◆ Excerpted records
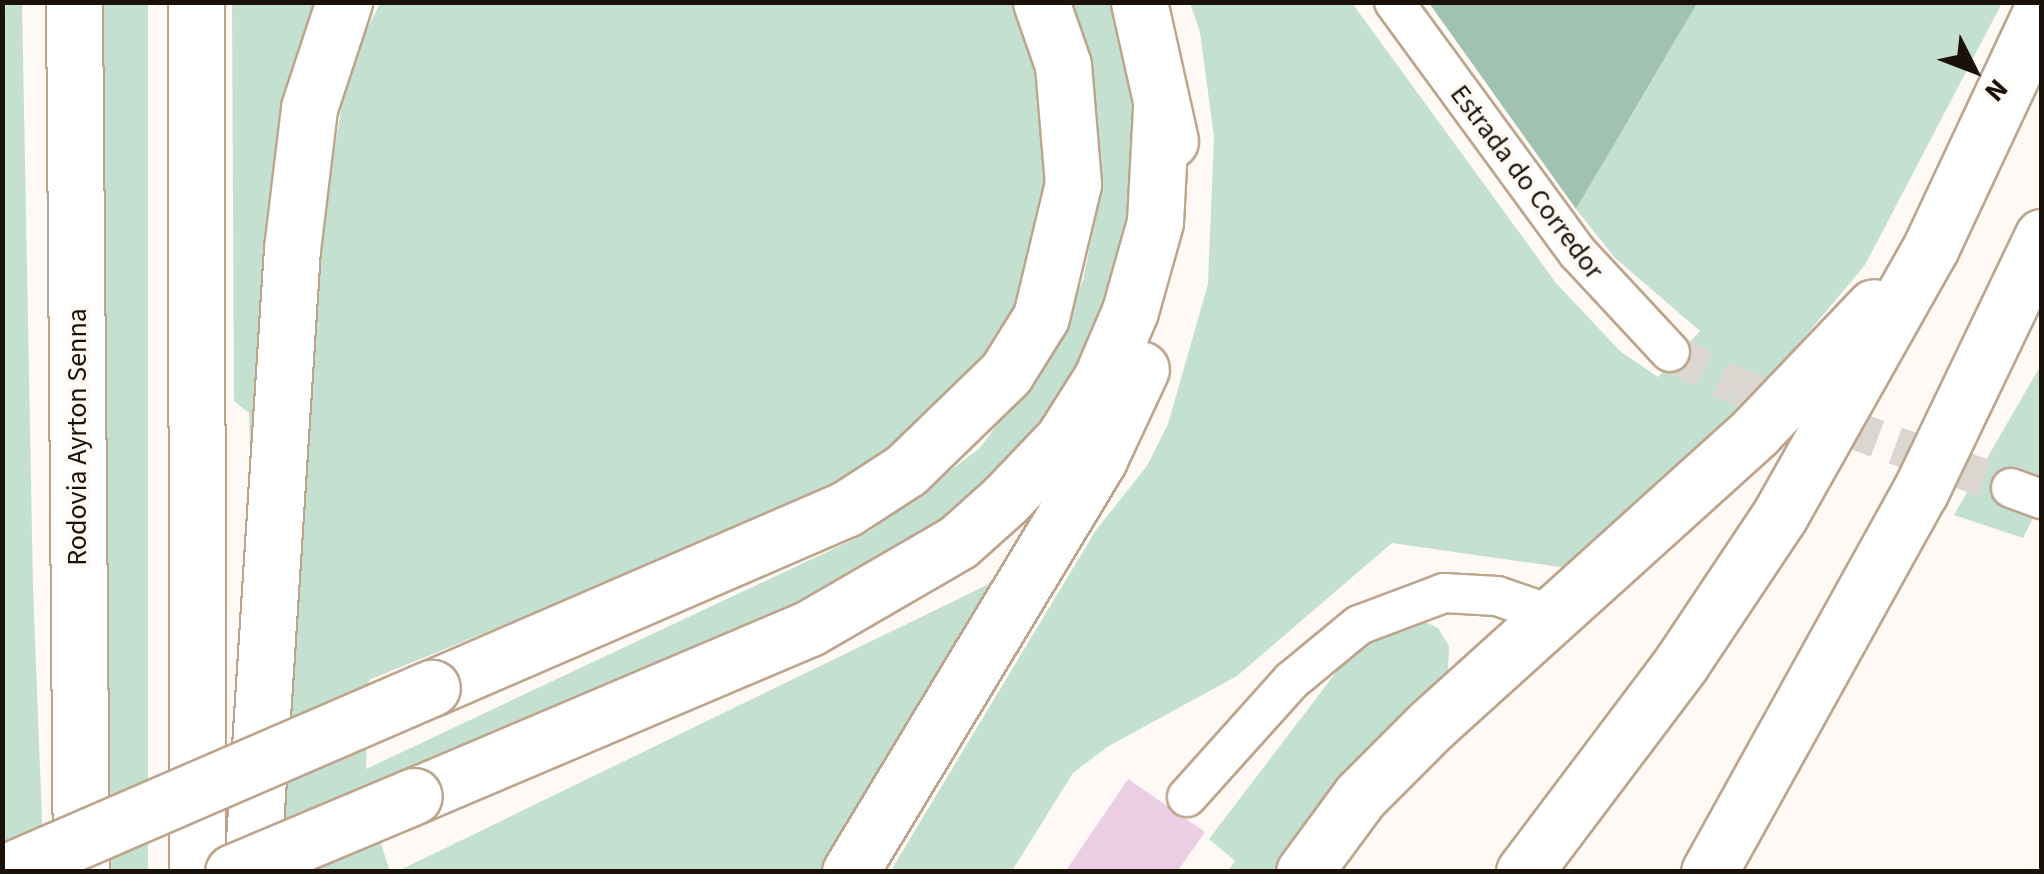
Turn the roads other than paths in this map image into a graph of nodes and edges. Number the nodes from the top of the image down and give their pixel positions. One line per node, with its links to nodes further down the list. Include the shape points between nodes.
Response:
1 (74, 2): 17 (highway, Rodovia Ayrton Senna)
2 (196, 2): 18 (highway)
3 (344, 2): 20 (highway, via 310,108 294,230)
4 (1041, 2): 16 (highway, bridge, via 1064,64 1073,184 1042,318 994,386 906,470 846,509)
5 (1138, 2): 8 (highway)
6 (1394, 2): 12 (street, Estrada do Corredor, via 1578,253)
7 (2042, 10): 10 (highway)
8 (1161, 108): 19 (highway, bridge, via 1155,222 1102,379 1063,440 958,542 808,629); 21 (highway, via 1184,192 1179,250 1131,396)
9 (2042, 237): 13 (highway)
10 (1931, 248): 14 (highway, via 1756,431); 23 (highway, via 1780,514 1682,662)
11 (2042, 296): 13 (highway, via 1985,403)
12 (1670, 352)
13 (1920, 492): 24 (highway)
14 (1556, 616): 15 (street, via 1496,596 1444,593 1359,625 1290,680); 22 (highway, via 1431,724 1360,796)
15 (1187, 797)
16 (6, 872)
17 (81, 872)
18 (197, 872)
19 (233, 872)
20 (252, 872)
21 (850, 872)
22 (1304, 872)
23 (1524, 872)
24 (1709, 872)

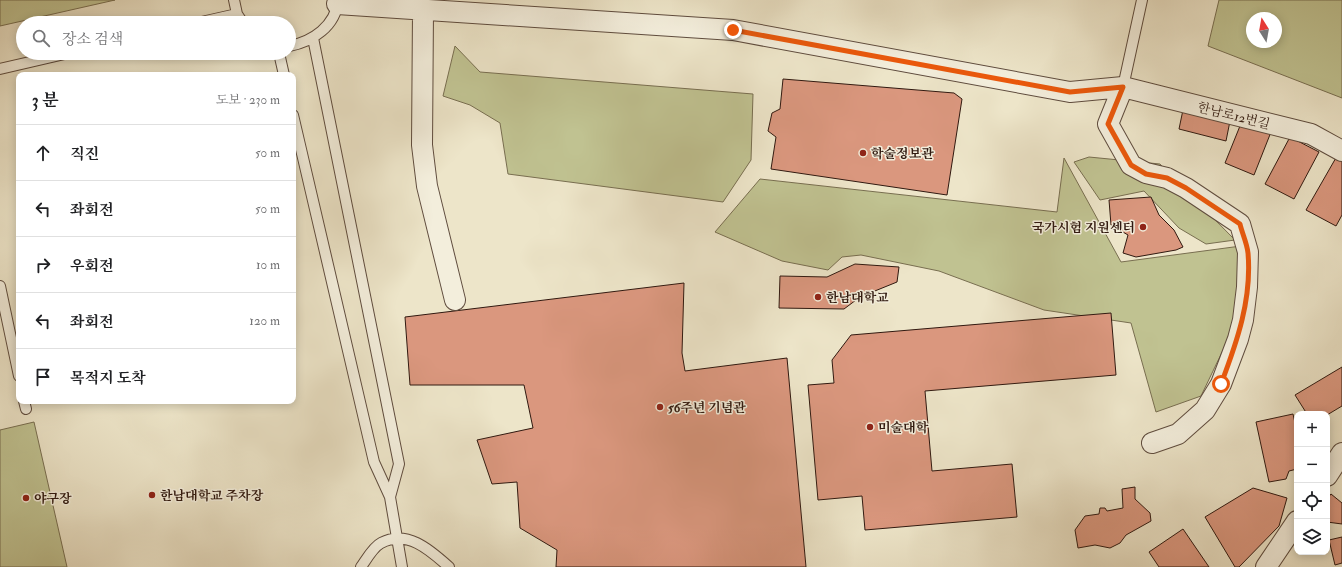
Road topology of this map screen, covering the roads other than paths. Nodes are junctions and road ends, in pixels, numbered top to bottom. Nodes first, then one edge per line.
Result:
1 (234, 0) edge
2 (1142, 0) edge
3 (337, 2) edge
4 (423, 11) junction
5 (237, 14) joint
6 (228, 16) edge
7 (313, 38) junction
8 (296, 44) edge
9 (39, 60) edge
10 (281, 60) edge
11 (0, 69) edge
12 (283, 72) edge
13 (1123, 87) junction
14 (296, 128) edge
15 (1342, 152) edge
16 (0, 286) edge
17 (455, 300) dead end
18 (16, 362) edge
19 (1152, 443) dead end
20 (1342, 453) edge
21 (1330, 471) edge
22 (390, 497) junction
23 (1294, 525) edge
24 (397, 538) junction
25 (361, 567) edge
26 (402, 567) edge
27 (448, 567) edge
28 (1266, 567) edge

1 - 5 lane
2 - 13 lane
3 - 4 street, 한남로12번길
3 - 7 lane
4 - 13 street, 한남로12번길
4 - 17 street
5 - 6 lane
7 - 8 lane
7 - 22 lane
9 - 11 lane
10 - 12 lane
13 - 15 street, 한남로12번길
13 - 19 street
14 - 22 lane
16 - 18 lane
20 - 21 street
22 - 24 lane
23 - 28 street
24 - 25 lane
24 - 26 lane
24 - 27 lane

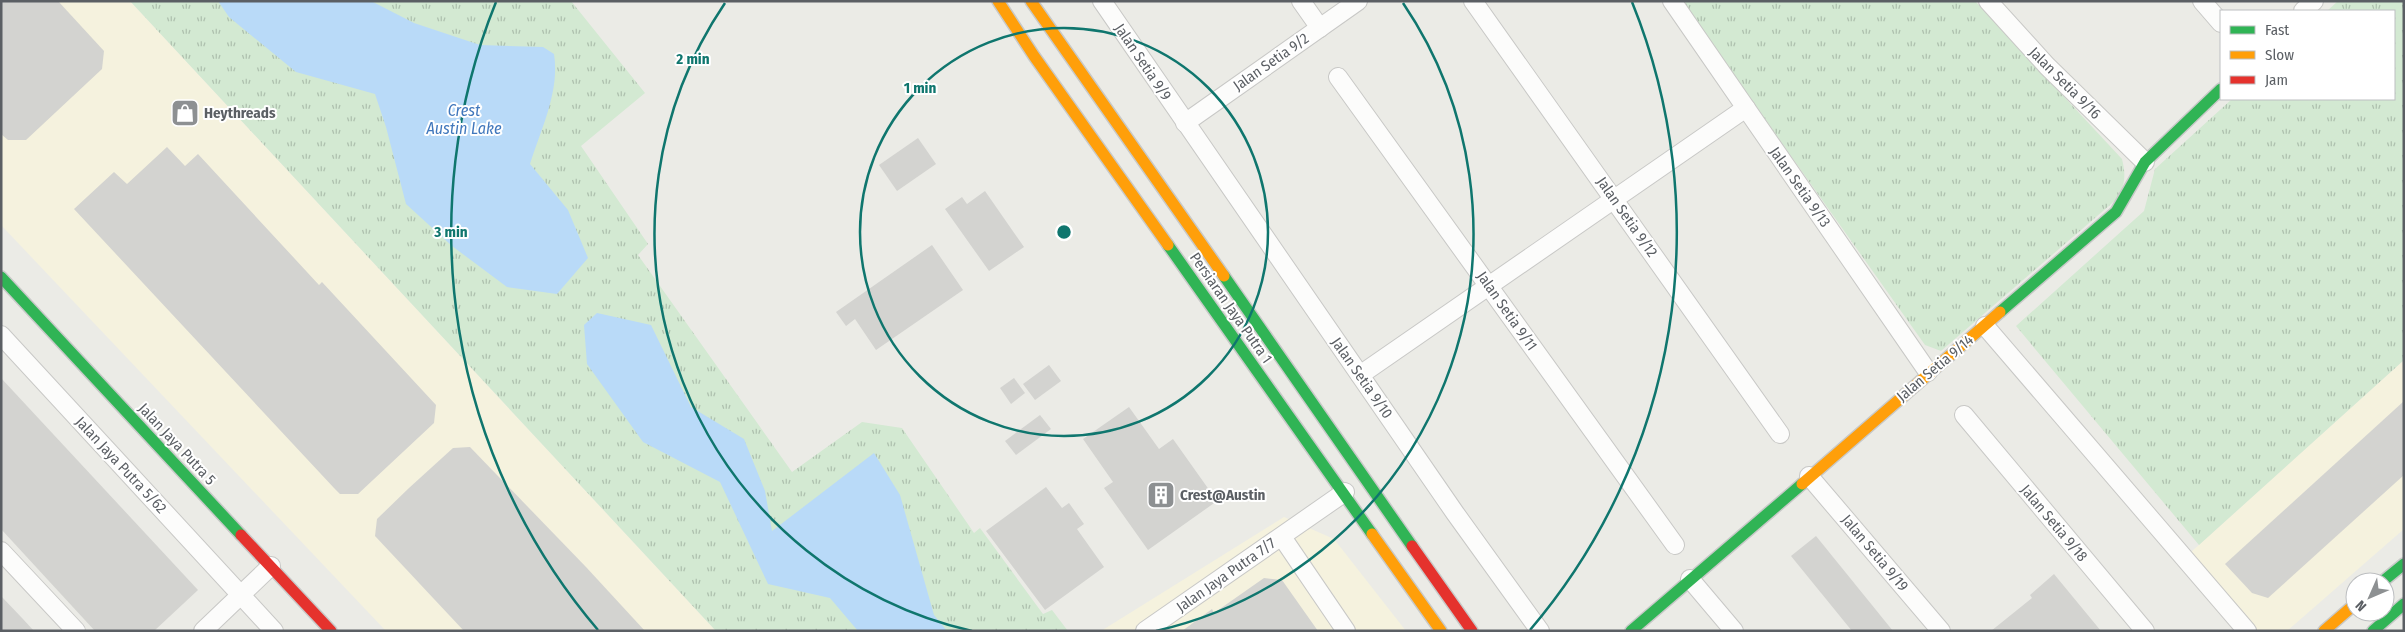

◆ Task objective
What lines in the material include the string "than"? Pull each one out.

◆ Task output
Turn the roads other than paths in this map image into a graph of nodes and edges. Number the nodes from the top of the image down and give their pixel positions. One line per node, with its links to nodes further down the list. Include the shape points between nodes.
Road topology of this map screen, covering the roads other than paths. Nodes are junctions and road ends, in pixels, numbered top to bottom. Nodes first, then one edge per line.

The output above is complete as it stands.